Taking an odd turn, the second season of Black Mirror features less high-tech scenarios than its predecessors, but Brooker’s focus is still centered on the social implications of social order gone askew thanks in large part to the adoption of technology. Though this season came after a hiatus, and another sits between this season and an eventual third, Black Mirror continues to arouse the interest of fiction giants like Stephen King. But are these episodes more predictions from a modern-day oracle, or has the concept failed to keep up momentum after more than a year off the air?
Be Right Back
Martha and Ash, live in a small house in the remote country, where she works as a graphic designer and he sinks all his time into sharing and interacting via social media. After an accident kills him, Martha, at Ash’s funeral, talks with Sarah who suggests that although she’d lost the love of her life she could find him again through the Internet. Later in the night, after receiving an email from deceased Ash, Martha is furious, and finds out Sarah had signed her up in secret.

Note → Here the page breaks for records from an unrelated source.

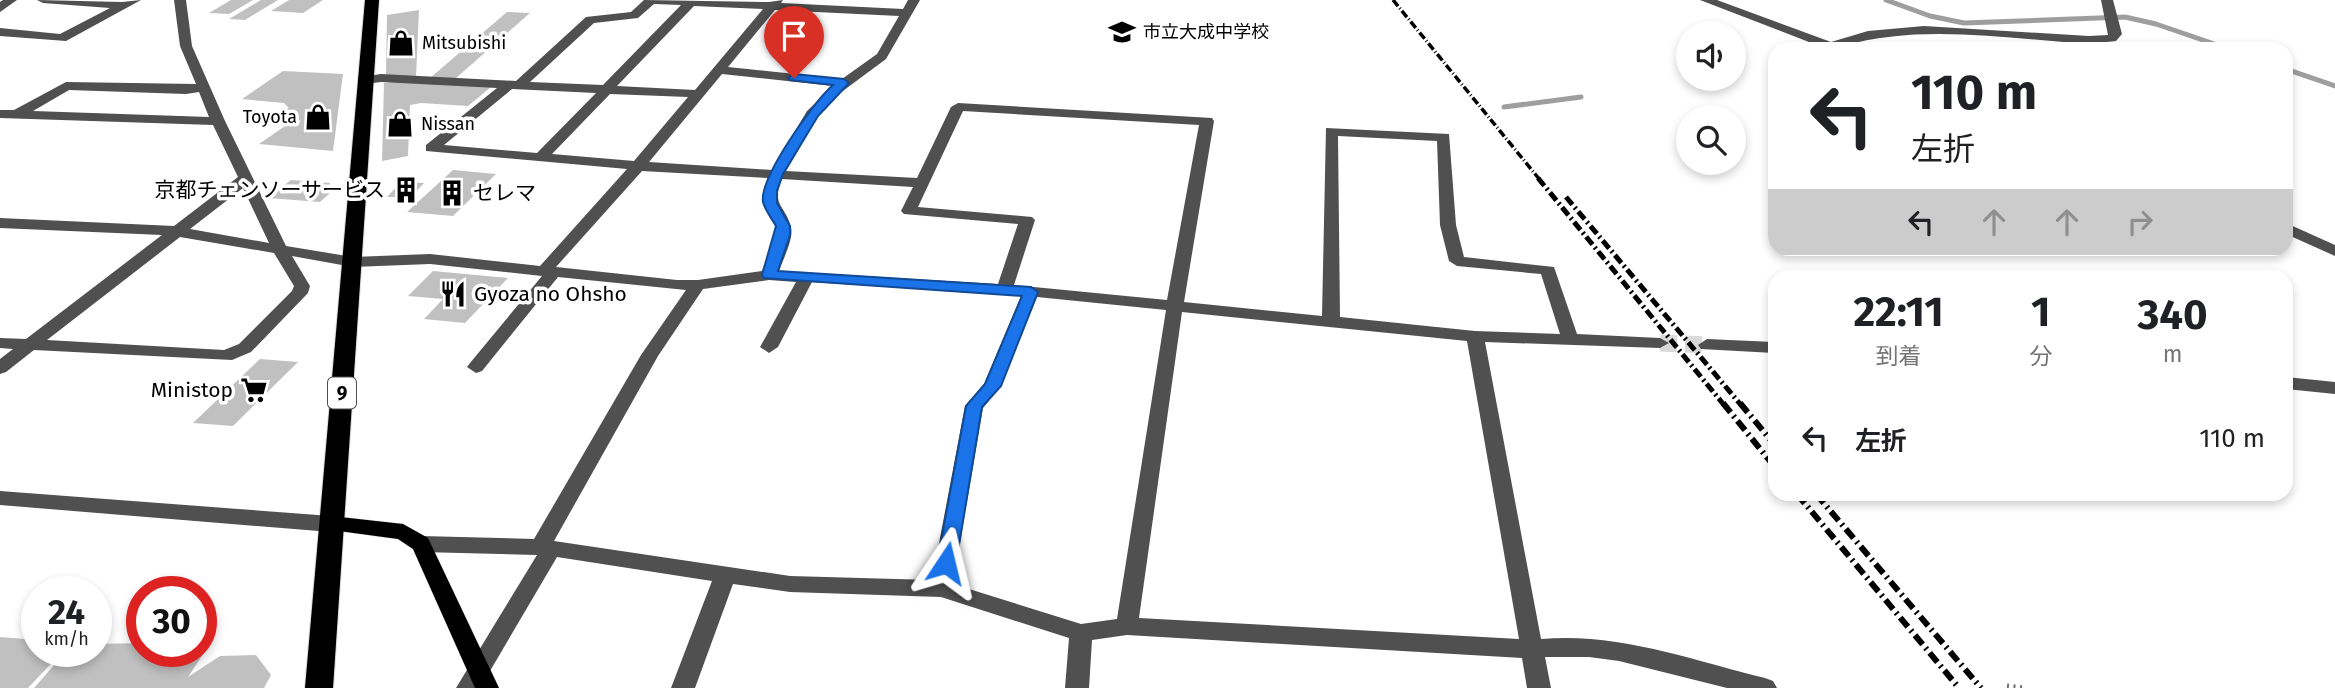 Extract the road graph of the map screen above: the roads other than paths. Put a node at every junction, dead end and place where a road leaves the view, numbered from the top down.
1 (11, 0) edge
2 (45, 0) edge
3 (180, 0) edge
4 (372, 0) edge
5 (650, 0) edge
6 (914, 0) edge
7 (1706, 0) edge
8 (2106, 0) edge
9 (691, 2) junction
10 (130, 3) edge
11 (774, 3) edge
12 (0, 8) edge
13 (907, 13) junction
14 (0, 32) edge
15 (1820, 42) edge
16 (1848, 42) edge
17 (719, 70) junction
18 (365, 80) junction
19 (844, 83) junction
20 (515, 84) junction
21 (204, 87) junction
22 (608, 89) junction
23 (698, 94) junction
24 (0, 114) edge
25 (18, 114) junction
26 (218, 121) junction
27 (540, 158) junction
28 (638, 166) junction
29 (777, 174) junction
30 (246, 178) junction
31 (920, 183) junction
32 (0, 223) edge
33 (174, 231) junction
34 (2293, 231) edge
35 (280, 249) junction
36 (2335, 251) edge
37 (353, 262) junction
38 (549, 272) junction
39 (769, 275) junction
40 (806, 278) junction
41 (698, 285) junction
42 (1004, 289) junction
43 (1031, 292) junction
44 (1175, 304) junction
45 (1331, 320) junction
46 (1475, 336) junction
47 (1570, 339) junction
48 (0, 343) edge
49 (1660, 343) tunnel mouth
50 (30, 344) junction
51 (1707, 345) tunnel mouth
52 (769, 348) dead end
53 (1768, 348) edge
54 (476, 367) dead end
55 (0, 368) edge
56 (2293, 384) edge
57 (2335, 388) edge
58 (0, 498) edge
59 (331, 524) junction
60 (421, 544) junction
61 (546, 548) junction
62 (725, 575) junction
63 (942, 589) junction
64 (1127, 626) junction
65 (1081, 633) junction
66 (1533, 649) junction
67 (478, 682) edge
68 (319, 688) edge
69 (683, 688) edge
70 (1077, 688) edge
71 (1539, 688) edge
72 (1765, 688) edge

1 - 12 street
2 - 10 street
3 - 21 street
4 - 18 highway, 9
5 - 9 street
5 - 20 street
6 - 13 street
7 - 15 street
8 - 16 street
9 - 11 street
9 - 22 street
10 - 14 street
11 - 13 street
11 - 17 street
13 - 19 street
17 - 19 street
17 - 23 street
18 - 20 street
18 - 37 highway, 9
19 - 29 street
20 - 22 street
20 - 27 street
21 - 25 street
21 - 26 street
22 - 23 street
22 - 27 street
23 - 28 street
24 - 25 street
25 - 26 street
26 - 30 street
27 - 28 street
28 - 29 street
28 - 38 street
29 - 31 street
29 - 39 street
30 - 33 street
30 - 35 street
31 - 42 street
31 - 44 street
32 - 33 street
33 - 35 street
33 - 50 street
34 - 36 street
35 - 37 street
35 - 50 street
37 - 38 street
37 - 59 highway, 9
38 - 41 street
38 - 54 street
39 - 40 street
39 - 41 street
40 - 42 street
40 - 52 street
41 - 61 street
42 - 43 street
43 - 44 street
43 - 63 street
44 - 45 street
44 - 64 street
45 - 46 street
45 - 47 street
46 - 47 street
46 - 66 street
47 - 49 street
48 - 50 street
50 - 55 street
51 - 53 street
56 - 57 street
58 - 59 street
59 - 60 main road
59 - 68 highway, 9
60 - 61 street
60 - 67 main road
61 - 62 street
61 - 67 street
62 - 63 street
62 - 69 street
63 - 65 street
64 - 65 street
64 - 66 street
65 - 70 street
66 - 71 street
66 - 72 street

As grief overtakes her, and Martha discovers her unplanned pregnancy, she reached out to the digital Ash. It responds as he would and so she agrees to feed it more of Ash’s data in order to get a more complete simulation. This allows her to talk with it, and she does so for days on end, unable to separate from it until she accidentally breaks her phone while getting an ultrasound performed. After having it replaced, the simulated Ash tells her not to fear of harming him and she expresses the dread of losing him a second time. It then suggests that she can take its development one step further.

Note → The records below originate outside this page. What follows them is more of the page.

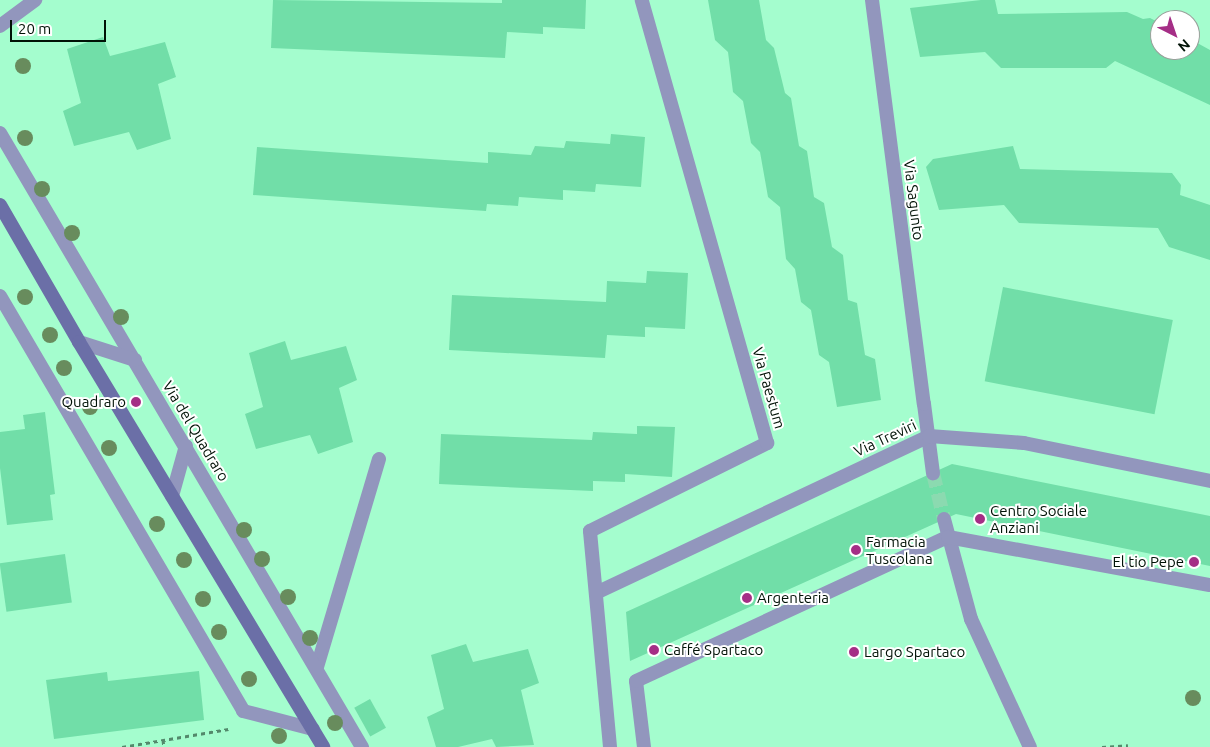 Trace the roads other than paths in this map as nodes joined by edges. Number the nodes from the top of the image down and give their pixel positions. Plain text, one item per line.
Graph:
1 (35, 0) edge
2 (642, 0) edge
3 (872, 0) edge
4 (0, 26) edge
5 (0, 134) edge
6 (0, 205) edge
7 (0, 296) edge
8 (79, 342) junction
9 (135, 360) junction
10 (928, 436) junction
11 (186, 446) junction
12 (379, 460) dead end
13 (933, 473) tunnel mouth
14 (1210, 481) edge
15 (172, 496) junction
16 (944, 520) tunnel mouth
17 (948, 536) junction
18 (1210, 585) edge
19 (598, 592) junction
20 (317, 667) junction
21 (313, 730) junction
22 (324, 747) edge
23 (362, 747) edge
24 (610, 747) edge
25 (644, 747) edge
26 (1030, 747) edge

1 - 4 street
2 - 19 street, Via Paestum
3 - 10 street, Via Sagunto
5 - 9 street, Via del Quadraro
6 - 8 main road
7 - 21 street
8 - 9 street
8 - 15 main road
9 - 11 street, Via del Quadraro
10 - 13 street, Via Sagunto
10 - 14 street, Via Treviri
10 - 19 street, Via Treviri
11 - 15 street
11 - 20 street, Via del Quadraro
12 - 20 street
15 - 21 main road
16 - 17 street
17 - 18 street
17 - 25 street
17 - 26 street
19 - 24 street, Via Paestum
20 - 23 street, Via del Quadraro
21 - 22 main road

Martha purchases a blank, a body made of artificial flesh, and, following the simulated Ash’s instructions, prepares the body to take form. When it awakes, an android Ash, seen void of facial hair and a distinct mole, startles Martha with the realness of its existence. They form a sexual relationship, and though she is satisfied for a time, she is frustrated that this thing isn’t a replacement for the man she’d lost. After an argument that leaves her rattled, she walks the android Ash to a cliff, telling it to jump off. It is agreeable and Martha’s frustration and anger grows, explaining that the man she’d love would’ve wept and never agreed. It responds by mimicking the emotions she’d described in an attempt to please her, but it only proves to her that she cannot order it to die.
Years later, Martha and her daughter live in the same house. It is her daughter’s birthday, and she asks to go up to the attic with a piece of cake. Though her mother expresses such privileges are only for the weekends, the girl coerces her. The two go up to the attic where android Ash lives. The girl interacts with it unaware that it is a reflection of her father. Martha is reluctant, but eventually goes to join them.
The idea that permanency is a promise made to us feels real in the digital age. On average we check our mobile devices more than 150 times daily, and in that activity we share more than 500 million photos across the world. With such a long history us, one that is constantly updated with the most inconsequential information, we feel that we are connected to one another, and, perhaps more damaging, we feel our place in another person’s life is fixed. But it isn’t so.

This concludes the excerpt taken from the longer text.